Term insurance is designed to meet temporary needs. It provides protection for a specific period of time (the “term”) and generally pays a benefit only if you die during the term. This type of insurance often makes sense when you have a need for coverage that will disappear at a specific point in time. For instance, you may decide that you only need coverage until your children graduate from college or a particular debt is paid off, such as your mortgage.
In contrast, permanent insurance provides lifelong protection. As long as you pay the premiums, and no loans, withdrawals or surrenders are taken, the full face amount will be paid. Because it is designed to last a lifetime, permanent life insurance accumulates cash value and is priced for you to keep over a long period of time.
It’s impossible to say which type of life insurance is better because the kind of coverage that’s right for you depends on your unique circumstances and financial goals.
There are essentially two kinds of heath insurance: Fee-for-Service and Managed Care. Although these plans differ, they both cover an array of medical, surgical and hospital expenses. Most cover prescription drugs and some also offer dental coverage.
Because of old age, mental or physical illness, or injury, some people find themselves in need of help with eating, bathing, dressing, toileting or continence, and/or transferring (e.g., getting out of a chair or out of bed). These six actions are called Activities of Daily Living–sometimes referred to as ADLs. In general, if you can’t do two or more of these activities, or if you have a cognitive impairment, you are said to need “long-term care.”
Long-term care isn’t a very helpful name for this type of situation because, for one thing, it might not last for a long time. Some people who need ADL services might need them only for a few months or less.

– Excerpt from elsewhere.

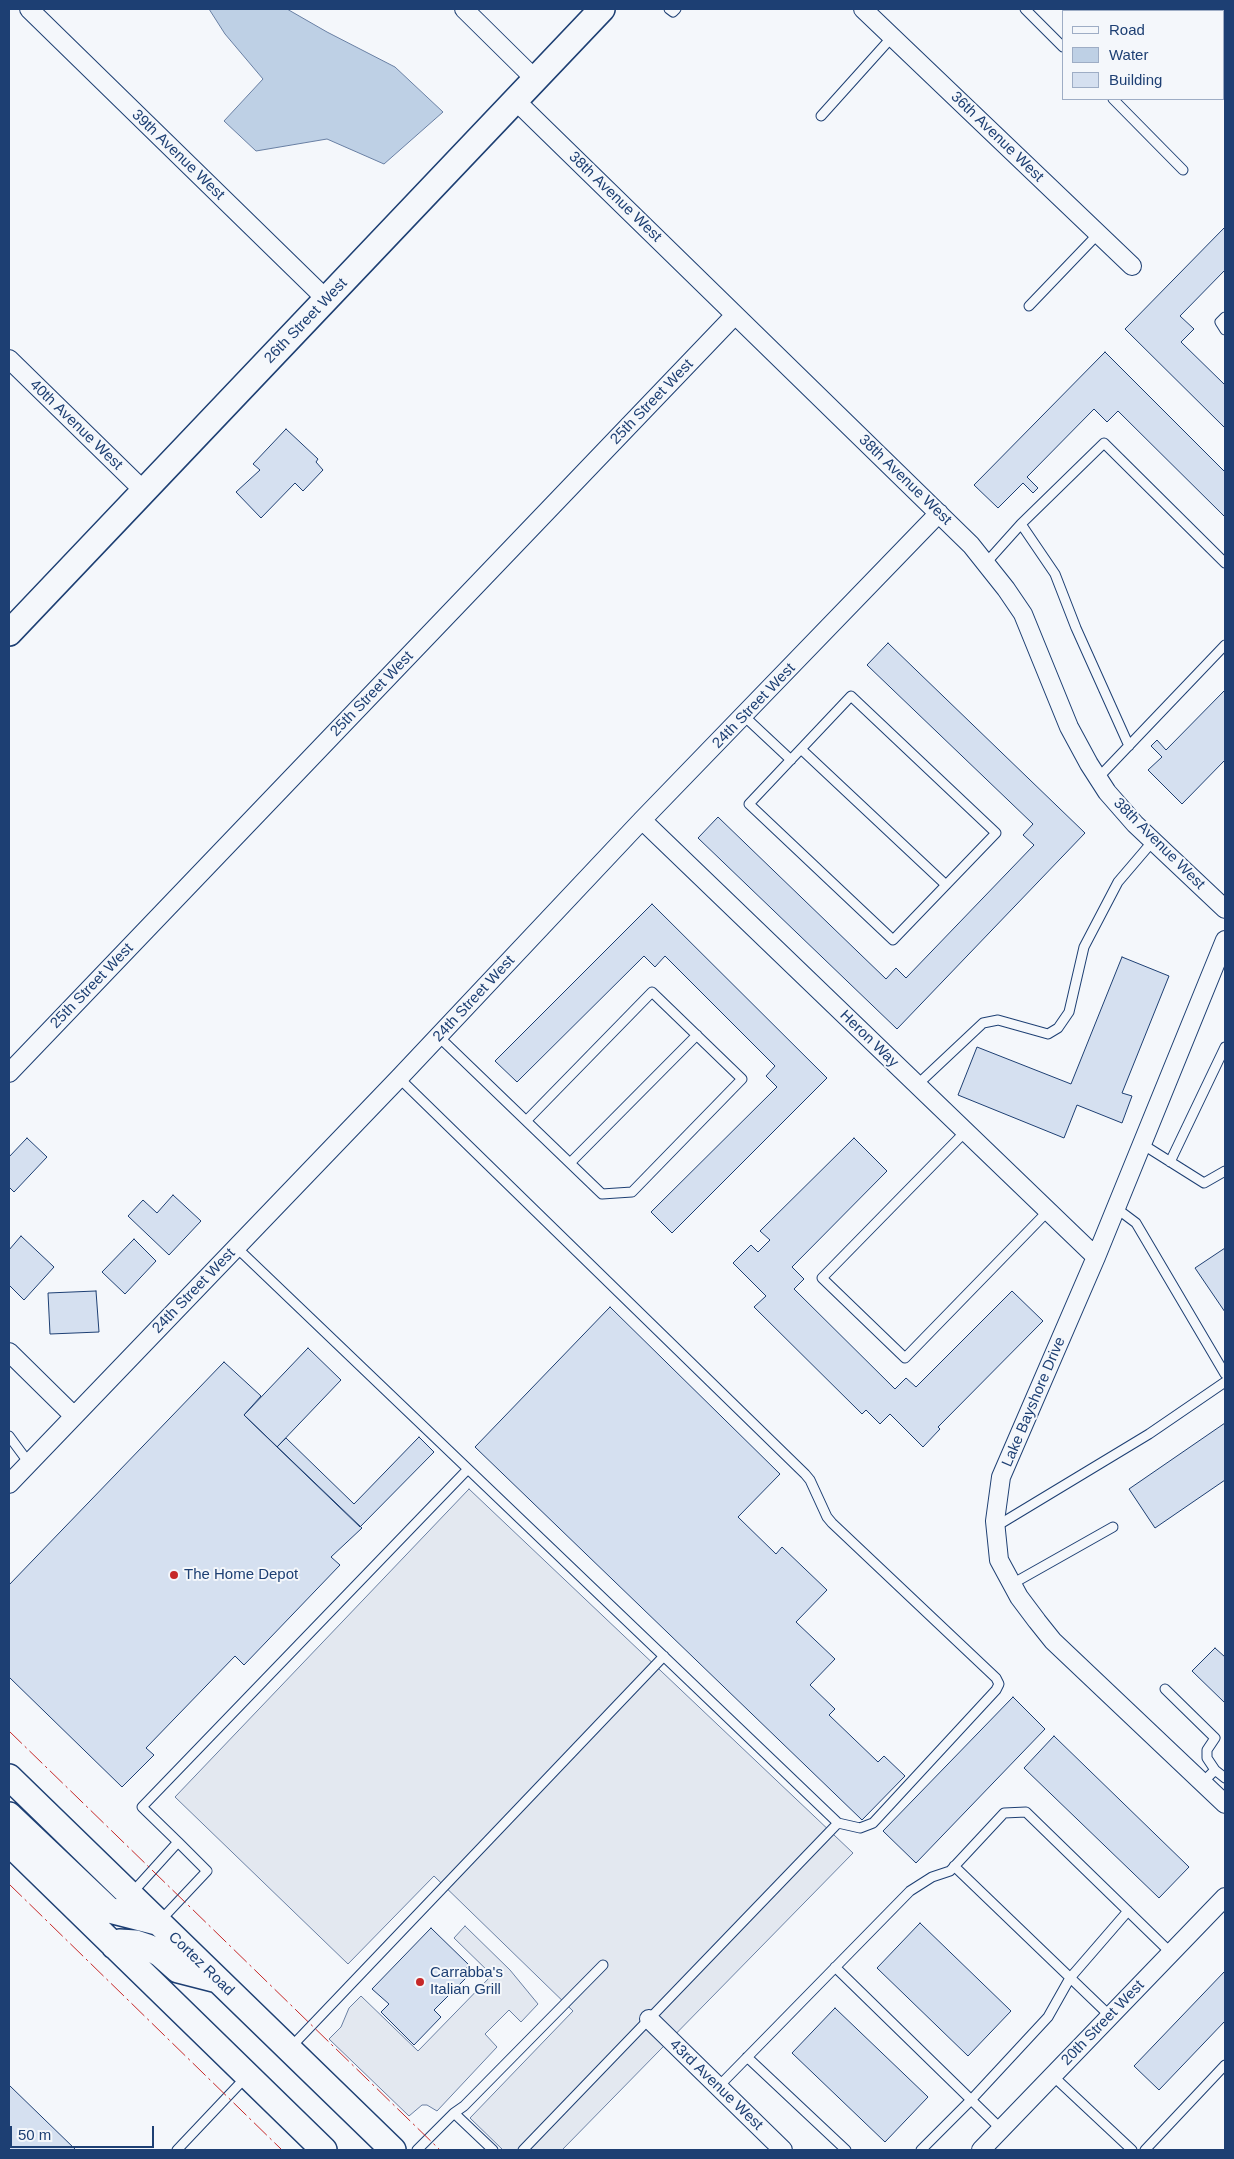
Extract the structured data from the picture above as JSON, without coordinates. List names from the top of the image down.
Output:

Many people think that long-term care is provided exclusively in a nursing home. It can be, but it can also be provided in an adult day care center, an assisted living facility, or at home.
Assistance with ADLs, called “custodial care,” may be provided in the same place as (and therefore is sometimes confused with) “skilled care.” Skilled care means medical, nursing, or rehabilitative services, including help taking medicine, undergoing testing (e.g. blood pressure), or other similar services. This distinction is important because generally Medicare and most private health insurance pays only for skilled care–not custodial care.
Additional purchase options
Your insurance company gives you the right to buy additional insurance at a later time for an additional cost.
Coordination of benefits
The amount of benefits you receive from your insurance company is dependent on other benefits you receive because of your disability. Your policy specifies a target amount you will receive from all the policies combined, so this policy will make up the difference not paid by other policies.
Cost of living adjustment (COLA)
The COLA increases your disability benefits over time based on the increased cost of living measured by the Consumer Price Index. You will pay a higher premium if you select the COLA.
Residual or partial disability rider
This provision allows you to return to work part-time, collect part of your salary and receive a partial disability payment if you are still partially disabled.
Return of premium
This provision requires the insurance company to refund part of your premium if no claims are made for a specific period of time declared in the policy.
Waiver of premium provision
This clause means that you do not have to pay premiums on the policy after you’re disabled for 90 days.